SedaCrohn was tested in a controlled trial on patients with Crohn's Disease who were receiving stable doses of corticosteroids. The aim was to determine whether wormwood could reduce the patients' dependence on corticosteroids. The secondary objective of this study was designed to assess whether wormwood would improve symptoms of depression as well as quality-of-life. One group of 20 patients were administered the herbal blend containing wormwood and another group of 20 patiens were given a placebo, as 3 capsules twice a day for 10 weeks. Patients were assessed for steroid-sparing effects, remission-inducing properties, and quality-of-life improving effects.

After 8 weeks of treatment with SedaCrohn, there was almost complete remission of symptoms in 13 (65%) patients, as compared with none in the placebo group. This remission persisted until the end of the observation period, and the addition of steroids was not necessary.

In the placebo group, 16 patients (80%) showed Crohn's Disease exacerbation due to reduction in steroid dose, whereas there were only 2 (10%) such patients in the wormwood group. The exacerbation of CD symptoms necessitated the resumption of steroids in 11 patients in the placebo group and 2 patients in the SedaCrohn group.

Self-assessment of the patients showed almost no change in subjective feelings of illness in the placebo group, whereas, in the SedaCrohn group the evaluation indicated significant improvement. The patients treated with SedaCrohn reported a gradual improvement in mood that was statistically significant at weeks 10 and 12 (P<0.01).

The results of this study suggest that SedaCrohn may have a steroid-sparing effect, in addition to an effect on the mood and quality-of-life in patients with Crohn's. No conclusion can be drawn about the psychological findings because the selection of the patients was not based on depression criteria, but on the criteria of Crohn's Disease severity.

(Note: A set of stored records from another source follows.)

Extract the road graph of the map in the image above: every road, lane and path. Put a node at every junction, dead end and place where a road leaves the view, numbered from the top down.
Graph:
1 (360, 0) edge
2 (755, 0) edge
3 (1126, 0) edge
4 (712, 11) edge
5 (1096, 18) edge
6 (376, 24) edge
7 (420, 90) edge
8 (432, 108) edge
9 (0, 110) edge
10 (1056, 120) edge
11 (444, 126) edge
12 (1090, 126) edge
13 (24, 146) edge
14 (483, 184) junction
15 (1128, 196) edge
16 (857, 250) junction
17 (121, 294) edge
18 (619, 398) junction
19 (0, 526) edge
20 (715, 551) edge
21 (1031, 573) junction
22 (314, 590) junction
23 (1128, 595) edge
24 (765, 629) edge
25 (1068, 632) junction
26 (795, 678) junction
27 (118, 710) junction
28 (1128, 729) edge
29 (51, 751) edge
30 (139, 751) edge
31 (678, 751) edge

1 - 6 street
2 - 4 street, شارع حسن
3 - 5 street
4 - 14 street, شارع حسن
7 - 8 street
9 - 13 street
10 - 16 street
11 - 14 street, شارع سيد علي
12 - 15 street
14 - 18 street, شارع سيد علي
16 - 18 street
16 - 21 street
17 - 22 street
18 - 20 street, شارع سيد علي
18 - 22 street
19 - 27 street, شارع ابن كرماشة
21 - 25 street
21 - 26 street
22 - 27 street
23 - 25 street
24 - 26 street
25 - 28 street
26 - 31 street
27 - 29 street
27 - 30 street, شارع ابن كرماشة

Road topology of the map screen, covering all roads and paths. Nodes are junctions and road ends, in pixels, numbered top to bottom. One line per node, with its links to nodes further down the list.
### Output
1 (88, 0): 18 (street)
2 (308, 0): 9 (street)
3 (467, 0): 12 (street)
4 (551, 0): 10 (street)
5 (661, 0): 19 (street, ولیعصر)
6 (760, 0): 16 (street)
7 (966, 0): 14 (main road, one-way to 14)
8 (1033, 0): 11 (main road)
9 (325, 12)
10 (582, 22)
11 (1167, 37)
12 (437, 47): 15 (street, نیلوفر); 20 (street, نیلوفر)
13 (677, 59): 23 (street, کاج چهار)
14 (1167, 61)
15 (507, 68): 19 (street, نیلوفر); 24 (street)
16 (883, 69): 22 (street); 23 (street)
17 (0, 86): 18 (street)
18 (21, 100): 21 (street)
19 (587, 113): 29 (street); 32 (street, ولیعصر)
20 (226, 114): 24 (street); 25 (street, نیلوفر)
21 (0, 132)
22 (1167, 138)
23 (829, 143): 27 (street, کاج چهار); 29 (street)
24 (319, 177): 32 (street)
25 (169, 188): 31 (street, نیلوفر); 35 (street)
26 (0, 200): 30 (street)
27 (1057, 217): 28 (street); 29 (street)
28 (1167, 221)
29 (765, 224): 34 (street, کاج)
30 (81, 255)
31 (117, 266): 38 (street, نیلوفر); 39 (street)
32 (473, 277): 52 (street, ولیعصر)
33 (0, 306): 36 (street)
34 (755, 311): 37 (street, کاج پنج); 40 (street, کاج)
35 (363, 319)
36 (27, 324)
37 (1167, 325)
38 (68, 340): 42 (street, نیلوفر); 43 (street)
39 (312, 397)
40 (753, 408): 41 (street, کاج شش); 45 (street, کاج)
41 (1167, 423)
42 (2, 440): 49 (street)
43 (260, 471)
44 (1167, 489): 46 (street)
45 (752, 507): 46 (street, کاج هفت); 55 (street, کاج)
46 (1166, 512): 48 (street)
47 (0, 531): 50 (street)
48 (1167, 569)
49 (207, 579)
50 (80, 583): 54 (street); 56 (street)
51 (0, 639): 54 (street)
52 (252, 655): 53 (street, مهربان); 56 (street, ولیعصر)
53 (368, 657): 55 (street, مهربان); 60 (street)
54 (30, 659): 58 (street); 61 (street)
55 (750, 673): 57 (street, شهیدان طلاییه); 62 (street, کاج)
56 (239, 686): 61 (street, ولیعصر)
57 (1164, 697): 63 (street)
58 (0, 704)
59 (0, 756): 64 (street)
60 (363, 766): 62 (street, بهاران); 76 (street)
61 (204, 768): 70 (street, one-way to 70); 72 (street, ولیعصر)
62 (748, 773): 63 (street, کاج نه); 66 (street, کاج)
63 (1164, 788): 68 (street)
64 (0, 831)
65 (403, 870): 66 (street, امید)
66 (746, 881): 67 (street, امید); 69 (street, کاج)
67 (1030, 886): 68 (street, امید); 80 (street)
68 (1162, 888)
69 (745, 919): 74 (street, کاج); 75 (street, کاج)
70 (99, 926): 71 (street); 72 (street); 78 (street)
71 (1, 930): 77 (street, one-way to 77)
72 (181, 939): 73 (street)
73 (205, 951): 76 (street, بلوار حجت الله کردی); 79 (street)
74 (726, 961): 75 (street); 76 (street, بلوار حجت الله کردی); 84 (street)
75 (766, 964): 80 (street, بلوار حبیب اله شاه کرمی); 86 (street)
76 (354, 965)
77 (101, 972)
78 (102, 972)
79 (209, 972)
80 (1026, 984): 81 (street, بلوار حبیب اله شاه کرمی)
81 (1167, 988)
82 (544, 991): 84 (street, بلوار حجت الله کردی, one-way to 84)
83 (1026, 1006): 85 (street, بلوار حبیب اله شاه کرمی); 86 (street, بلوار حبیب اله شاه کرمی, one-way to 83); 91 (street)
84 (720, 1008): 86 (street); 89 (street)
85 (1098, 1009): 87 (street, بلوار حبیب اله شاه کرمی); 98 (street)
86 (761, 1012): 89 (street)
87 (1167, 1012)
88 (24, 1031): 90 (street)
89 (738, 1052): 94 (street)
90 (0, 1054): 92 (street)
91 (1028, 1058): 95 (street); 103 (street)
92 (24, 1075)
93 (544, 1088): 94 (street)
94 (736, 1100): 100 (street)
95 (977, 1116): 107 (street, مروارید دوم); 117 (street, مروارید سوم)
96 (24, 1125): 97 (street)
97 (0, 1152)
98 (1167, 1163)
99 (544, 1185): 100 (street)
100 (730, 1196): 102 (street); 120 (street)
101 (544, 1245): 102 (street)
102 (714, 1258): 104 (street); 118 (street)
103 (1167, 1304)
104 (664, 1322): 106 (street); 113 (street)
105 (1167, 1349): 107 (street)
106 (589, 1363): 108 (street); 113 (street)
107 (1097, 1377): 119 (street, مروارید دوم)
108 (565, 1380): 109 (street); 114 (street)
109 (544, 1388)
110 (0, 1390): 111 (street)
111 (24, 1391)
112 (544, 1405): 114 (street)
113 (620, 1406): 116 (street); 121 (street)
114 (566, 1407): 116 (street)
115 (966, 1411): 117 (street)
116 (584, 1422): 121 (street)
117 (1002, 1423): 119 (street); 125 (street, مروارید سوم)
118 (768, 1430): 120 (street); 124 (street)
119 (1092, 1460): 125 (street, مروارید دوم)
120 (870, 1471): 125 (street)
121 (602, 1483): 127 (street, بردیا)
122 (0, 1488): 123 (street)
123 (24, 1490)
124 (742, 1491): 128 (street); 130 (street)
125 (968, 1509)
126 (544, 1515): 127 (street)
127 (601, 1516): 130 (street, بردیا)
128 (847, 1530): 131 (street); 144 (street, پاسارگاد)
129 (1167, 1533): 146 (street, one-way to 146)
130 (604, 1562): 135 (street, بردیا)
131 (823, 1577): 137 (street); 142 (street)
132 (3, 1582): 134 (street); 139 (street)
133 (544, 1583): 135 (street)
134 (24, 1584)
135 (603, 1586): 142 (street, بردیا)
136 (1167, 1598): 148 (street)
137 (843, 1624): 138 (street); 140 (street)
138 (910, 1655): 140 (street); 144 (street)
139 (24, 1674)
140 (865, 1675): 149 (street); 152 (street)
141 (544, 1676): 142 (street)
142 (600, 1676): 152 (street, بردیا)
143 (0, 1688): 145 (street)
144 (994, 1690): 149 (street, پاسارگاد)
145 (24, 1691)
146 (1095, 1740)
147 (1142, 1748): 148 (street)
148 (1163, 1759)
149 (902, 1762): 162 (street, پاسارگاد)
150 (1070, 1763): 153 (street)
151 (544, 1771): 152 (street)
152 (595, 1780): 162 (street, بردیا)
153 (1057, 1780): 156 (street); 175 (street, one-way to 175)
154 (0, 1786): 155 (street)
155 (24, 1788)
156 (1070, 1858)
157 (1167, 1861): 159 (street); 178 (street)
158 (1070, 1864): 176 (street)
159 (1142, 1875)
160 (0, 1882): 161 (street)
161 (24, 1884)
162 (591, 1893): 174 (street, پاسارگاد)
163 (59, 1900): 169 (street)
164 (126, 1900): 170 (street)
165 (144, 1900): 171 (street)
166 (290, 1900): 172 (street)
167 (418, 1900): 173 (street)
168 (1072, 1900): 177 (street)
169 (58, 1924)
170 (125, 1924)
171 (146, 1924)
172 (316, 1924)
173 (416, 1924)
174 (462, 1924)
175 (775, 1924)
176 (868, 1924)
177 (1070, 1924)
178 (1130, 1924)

The authors conclude that the preparation has not only steroid-sparing effect in patients with Crohn's disease, but that this effect continues for several weeks after the end of the 10-week treatment period. Also, they suggest that there is a subgroup of patients which is resistant to the treatment, since 5 patients showed little response. Although no definitive conclusion can be drawn from this study, the results are promising and warrant further trials in order to understand the observed efficacy of this herb.